Christina Schweinberger im Interview“Ich wollte beweisen, dass ich es wert bin”

Andreas Kublik

 · 28.09.2023

Christina Schweinberger im Interview: “Ich wollte beweisen, dass ich es wert bin”Foto: DPA Picture Alliance
Christina Schweinberger im TOUR-Interview
Die Österreicherin Christina Schweinberger ­gewann überraschend die Bronzemedaille im Einzelzeitfahren bei der WM – welchen Anteil ihre Zwillingsschwester Kathrin daran hat, verrät sie im TOUR-Interview.

Das Interview wurde geführt von Andreas Kublik

TOUR: Erzählen Sie uns bitte: Haben Sie sich am Morgen nach dem Einzelzeitfahren erst einmal zwicken müssen? Schließlich war alle Welt über Ihren dritten Platz hinter Chloé Dygert und Grace Brown überrascht. Sie auch?

Christina Schweinberger: Es war jeder überrascht – ich am meisten! Es fühlt sich komisch an, wenn ich die Medaille jetzt ansehe, die neben mir auf dem Nachtkastl liegt. Ich kann immer noch nicht glauben, dass sie mir gehört.

TOUR: Sie lagen nach der 36,3-Kilometer-Distanz 2,1 Sekunden vor der viertplatzierten Anna Henderson. Inwieweit war Ihr ­Pacing auf einen Medaillengewinn ausgerichtet?

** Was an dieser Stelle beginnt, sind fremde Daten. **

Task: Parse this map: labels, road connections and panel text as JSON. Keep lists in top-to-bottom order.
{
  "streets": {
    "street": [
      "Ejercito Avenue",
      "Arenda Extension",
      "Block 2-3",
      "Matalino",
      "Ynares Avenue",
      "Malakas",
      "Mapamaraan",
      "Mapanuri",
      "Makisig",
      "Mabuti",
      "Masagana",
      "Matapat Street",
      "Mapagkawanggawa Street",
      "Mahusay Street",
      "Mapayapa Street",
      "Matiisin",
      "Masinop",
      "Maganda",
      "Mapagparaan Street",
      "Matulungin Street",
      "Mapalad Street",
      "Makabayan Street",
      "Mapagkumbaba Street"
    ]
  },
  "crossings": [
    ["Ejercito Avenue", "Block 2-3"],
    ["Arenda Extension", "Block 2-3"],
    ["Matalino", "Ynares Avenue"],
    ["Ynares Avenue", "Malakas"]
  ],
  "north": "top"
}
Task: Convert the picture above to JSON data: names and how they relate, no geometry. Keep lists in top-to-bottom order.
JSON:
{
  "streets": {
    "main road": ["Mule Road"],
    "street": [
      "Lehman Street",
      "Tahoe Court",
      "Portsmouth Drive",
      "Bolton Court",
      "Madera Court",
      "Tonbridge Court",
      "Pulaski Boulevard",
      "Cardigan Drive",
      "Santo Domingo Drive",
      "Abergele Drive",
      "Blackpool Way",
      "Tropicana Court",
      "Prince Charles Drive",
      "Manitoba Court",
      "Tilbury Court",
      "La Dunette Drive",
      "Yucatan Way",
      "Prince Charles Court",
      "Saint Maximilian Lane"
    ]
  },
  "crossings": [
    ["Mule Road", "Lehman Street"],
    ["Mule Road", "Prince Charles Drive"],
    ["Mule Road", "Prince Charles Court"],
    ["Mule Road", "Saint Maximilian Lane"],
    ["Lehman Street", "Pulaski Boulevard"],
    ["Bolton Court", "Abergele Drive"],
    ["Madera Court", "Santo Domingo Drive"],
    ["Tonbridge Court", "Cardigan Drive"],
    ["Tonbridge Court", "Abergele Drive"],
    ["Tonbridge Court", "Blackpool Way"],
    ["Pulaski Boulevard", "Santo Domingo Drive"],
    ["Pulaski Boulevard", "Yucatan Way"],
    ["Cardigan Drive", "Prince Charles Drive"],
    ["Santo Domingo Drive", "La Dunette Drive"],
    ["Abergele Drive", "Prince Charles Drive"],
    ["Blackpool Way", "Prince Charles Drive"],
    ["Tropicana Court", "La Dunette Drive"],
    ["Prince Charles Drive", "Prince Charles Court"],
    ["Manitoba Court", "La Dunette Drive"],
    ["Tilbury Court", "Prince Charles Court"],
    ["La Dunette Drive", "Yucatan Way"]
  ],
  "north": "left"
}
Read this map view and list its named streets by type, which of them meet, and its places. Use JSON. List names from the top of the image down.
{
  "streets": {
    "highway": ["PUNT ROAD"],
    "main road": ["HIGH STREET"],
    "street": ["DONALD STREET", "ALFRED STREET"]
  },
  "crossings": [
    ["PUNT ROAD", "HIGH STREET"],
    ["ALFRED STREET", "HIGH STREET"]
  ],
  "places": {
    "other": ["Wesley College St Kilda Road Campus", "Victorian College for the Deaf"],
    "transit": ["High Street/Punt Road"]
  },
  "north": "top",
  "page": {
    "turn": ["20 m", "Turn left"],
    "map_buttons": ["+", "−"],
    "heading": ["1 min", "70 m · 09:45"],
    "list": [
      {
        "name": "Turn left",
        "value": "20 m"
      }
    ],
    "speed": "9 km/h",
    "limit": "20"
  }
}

Christina Schweinberger: Während des Rennens? Gar nicht. Stefan Sölkner (der Nationalcoach; Anm. d. Red.) hat mit mir über Radio geredet, das war super. Nach der letzten Zwischenzeit hat er gesagt: “Christina, das wird ein Mega-Rennen. Wenn du so weiterfahren kannst, wird das eine Top-Platzierung!” Es ging eigentlich darum, dass die Anna (Straßen-Olympiasiegerin Kiesenhofer; Anm. d. Red.) oder ich unter die ersten zehn fahren, damit wir für Olympia einen zweiten Zeitfahr-Startplatz für Österreich holen. Im Ziel hat meine Schwester die Zwischenzeiten genau verfolgt, sich schon ganz früh gefreut und angefangen zu weinen. Ich habe mir gedacht: Bis die Letzte im Ziel ist, muss ich ruhig bleiben. Ich war noch nie auf einem Podium.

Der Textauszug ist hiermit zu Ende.